Proposition. The mutual information between X and Y is equal to the amount of information that we can obtain about X by knowing Y.
I(X;Y) = H(X) - H(X|Y)
I(X;Y) = H(Y) - H(Y|X)
⟹ I(X;Y) = H(Y) - H(Y|X)
⟹ I(X;Y) = H(Y) - ( H(X, Y) - H(X) )
⟹ I(X;Y) = H(Y) + H(X) - H(X, Y)
The last equation is analogous to the set theoretical equation μ(A∩B) = μ(A) + μ(B) - μ(A∪B)
, where μ is a set additive function and A and B are sets.
Conditional Mutual Information
For random variables X, Y and Z, the mutual information between X and Y conditioning on Z is defined as
I(X;Y|Z) = Σx,y,z p(x,y,z) log( p(x,y|z) / [ p(x|z) p(y|z) ] )

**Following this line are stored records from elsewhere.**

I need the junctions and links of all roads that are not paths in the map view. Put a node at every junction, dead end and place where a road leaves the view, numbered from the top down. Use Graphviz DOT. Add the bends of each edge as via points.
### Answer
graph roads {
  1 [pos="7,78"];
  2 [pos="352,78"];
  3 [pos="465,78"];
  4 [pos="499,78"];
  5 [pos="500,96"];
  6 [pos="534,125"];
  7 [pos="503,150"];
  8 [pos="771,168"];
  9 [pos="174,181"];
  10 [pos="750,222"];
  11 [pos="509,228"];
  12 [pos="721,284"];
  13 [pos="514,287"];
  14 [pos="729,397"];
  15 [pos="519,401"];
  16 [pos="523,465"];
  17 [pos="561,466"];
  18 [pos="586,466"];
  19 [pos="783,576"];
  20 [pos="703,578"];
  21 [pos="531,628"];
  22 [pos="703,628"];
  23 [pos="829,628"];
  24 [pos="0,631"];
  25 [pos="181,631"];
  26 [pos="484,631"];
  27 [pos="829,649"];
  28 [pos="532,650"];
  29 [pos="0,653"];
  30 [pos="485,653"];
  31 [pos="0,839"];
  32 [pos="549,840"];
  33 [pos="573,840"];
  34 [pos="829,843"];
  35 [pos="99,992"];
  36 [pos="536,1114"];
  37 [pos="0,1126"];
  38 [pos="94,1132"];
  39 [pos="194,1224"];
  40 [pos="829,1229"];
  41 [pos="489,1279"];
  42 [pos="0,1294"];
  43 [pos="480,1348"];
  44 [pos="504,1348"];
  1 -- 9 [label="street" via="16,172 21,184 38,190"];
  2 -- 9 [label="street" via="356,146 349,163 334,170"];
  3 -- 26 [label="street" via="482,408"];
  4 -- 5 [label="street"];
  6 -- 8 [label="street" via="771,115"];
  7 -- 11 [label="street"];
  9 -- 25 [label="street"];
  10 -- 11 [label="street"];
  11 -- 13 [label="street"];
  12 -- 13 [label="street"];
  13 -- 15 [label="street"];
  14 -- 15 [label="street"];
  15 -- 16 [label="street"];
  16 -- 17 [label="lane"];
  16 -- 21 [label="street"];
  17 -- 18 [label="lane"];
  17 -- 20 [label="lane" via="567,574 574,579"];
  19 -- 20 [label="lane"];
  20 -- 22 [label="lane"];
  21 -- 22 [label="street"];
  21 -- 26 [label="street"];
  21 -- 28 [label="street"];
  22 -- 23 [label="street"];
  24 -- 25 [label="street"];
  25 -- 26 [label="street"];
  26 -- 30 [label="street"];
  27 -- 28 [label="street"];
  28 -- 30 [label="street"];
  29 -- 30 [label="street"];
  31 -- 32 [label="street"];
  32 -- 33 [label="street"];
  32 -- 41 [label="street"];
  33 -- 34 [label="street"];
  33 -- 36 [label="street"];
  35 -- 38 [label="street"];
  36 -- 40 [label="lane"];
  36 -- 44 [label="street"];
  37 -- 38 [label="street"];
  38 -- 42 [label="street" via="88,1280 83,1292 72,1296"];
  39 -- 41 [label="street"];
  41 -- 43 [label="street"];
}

= E log( p(X,Y|Z) / [ p(X|Z) p(Y|Z) ] )
I(X;Y|Z) is symmetrical in X and Y. Similar to entropy we have I(X;Y|Z) = Σz p(z) I(X;Y | Z=z)
, where
I(X;Y | Z=z) = Σx,y p(x,y|z) log( p(x,y|z) / [p(x|z) p(y|z)] )

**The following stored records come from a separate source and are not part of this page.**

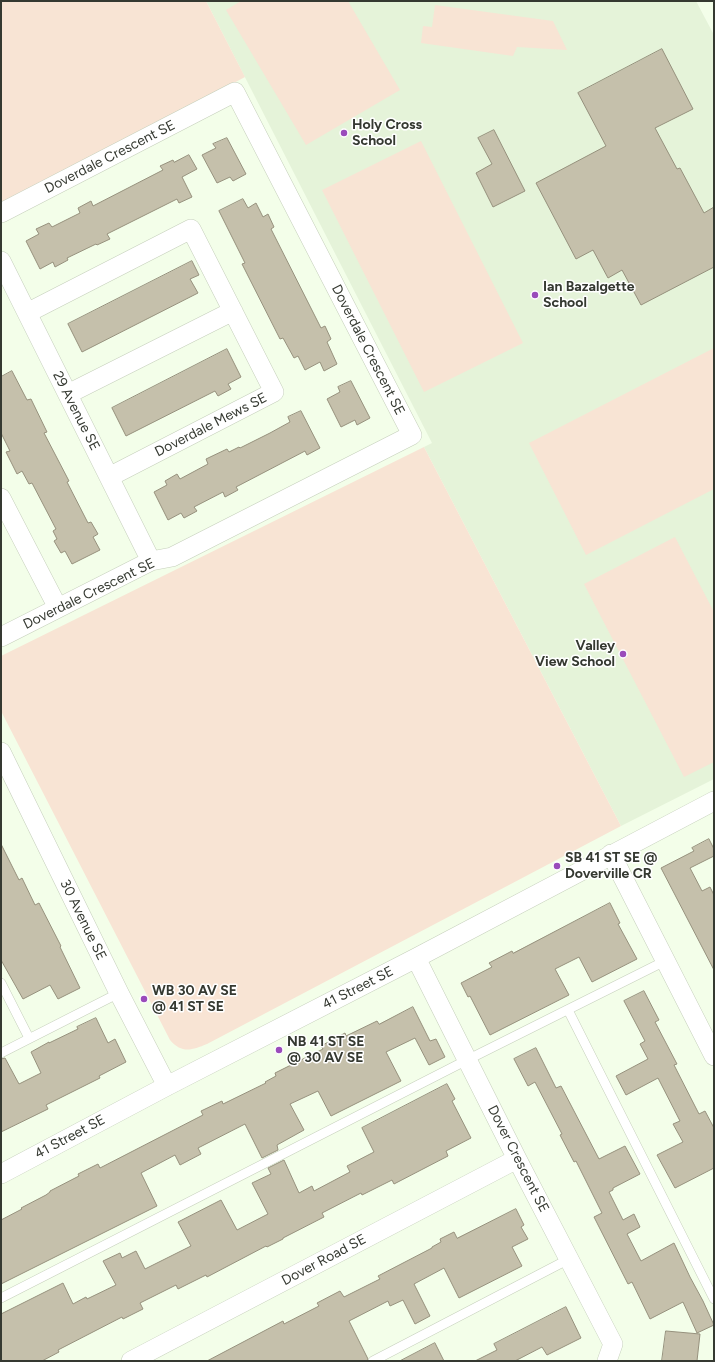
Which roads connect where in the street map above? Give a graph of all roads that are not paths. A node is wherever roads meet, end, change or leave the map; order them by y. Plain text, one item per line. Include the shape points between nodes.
1 (1, 213) edge
2 (1, 261) edge
3 (233, 311) junction
4 (27, 313) junction
5 (68, 394) junction
6 (109, 476) junction
7 (1, 498) edge
8 (151, 561) junction
9 (58, 608) junction
10 (1, 637) edge
11 (1, 752) edge
12 (714, 801) edge
13 (610, 854) junction
14 (416, 958) junction
15 (665, 961) junction
16 (1, 983) edge
17 (119, 993) junction
18 (568, 1010) junction
19 (29, 1038) junction
20 (1, 1052) edge
21 (714, 1056) edge
22 (467, 1060) junction
23 (167, 1086) junction
24 (517, 1159) junction
25 (1, 1174) edge
26 (569, 1259) junction
27 (1, 1298) edge
28 (714, 1299) edge
29 (131, 1361) edge
30 (373, 1361) edge
31 (607, 1361) edge

1 - 8 street, Doverdale Crescent SE via 235,92 412,435 172,557
2 - 4 street, 29 Avenue SE
3 - 4 street, Doverdale Mews SE via 191,229
3 - 5 street
3 - 6 street, Doverdale Mews SE via 274,392
4 - 5 street, 29 Avenue SE
5 - 6 street, 29 Avenue SE
6 - 8 street, 29 Avenue SE
7 - 9 street
8 - 9 street, Doverdale Crescent SE
9 - 10 street, Doverdale Crescent SE
11 - 17 street, 30 Avenue SE
12 - 13 street, 41 Street SE
13 - 14 street, 41 Street SE
13 - 15 street
14 - 22 street, Dover Crescent SE
14 - 23 street, 41 Street SE
15 - 18 lane
15 - 21 street
16 - 19 lane
17 - 19 lane
17 - 23 street, 30 Avenue SE
18 - 22 lane
18 - 28 lane
19 - 20 lane
22 - 24 street, Dover Crescent SE
22 - 27 lane
23 - 25 street, 41 Street SE
24 - 26 street, Dover Crescent SE
24 - 29 street, Dover Road SE
26 - 30 lane
26 - 31 street, Dover Crescent SE via 613,1344

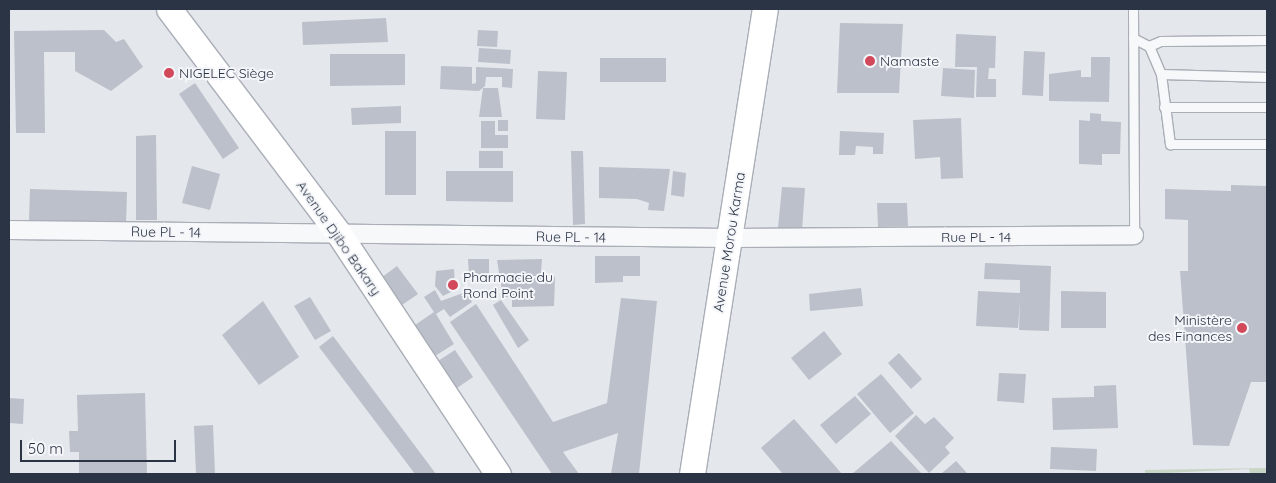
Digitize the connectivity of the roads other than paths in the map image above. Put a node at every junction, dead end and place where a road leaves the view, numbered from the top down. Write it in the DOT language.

Proposition. The mutual information between a random variable X and itself conditioning on a random variable Z is equal to the conditional entropy of X given Z, i.e. I(X;X | Z) = H(X | Z)
.
Proposition.
I(X;Y | Z) = H(X | Z) - H(X | Y,Z)
I(X;Y | Z) = H(Y | Z) - H(Y | X,Z)
I(X;Y | Z) = H(Y | Z) + H(X | Z) - H(X, Y |Z)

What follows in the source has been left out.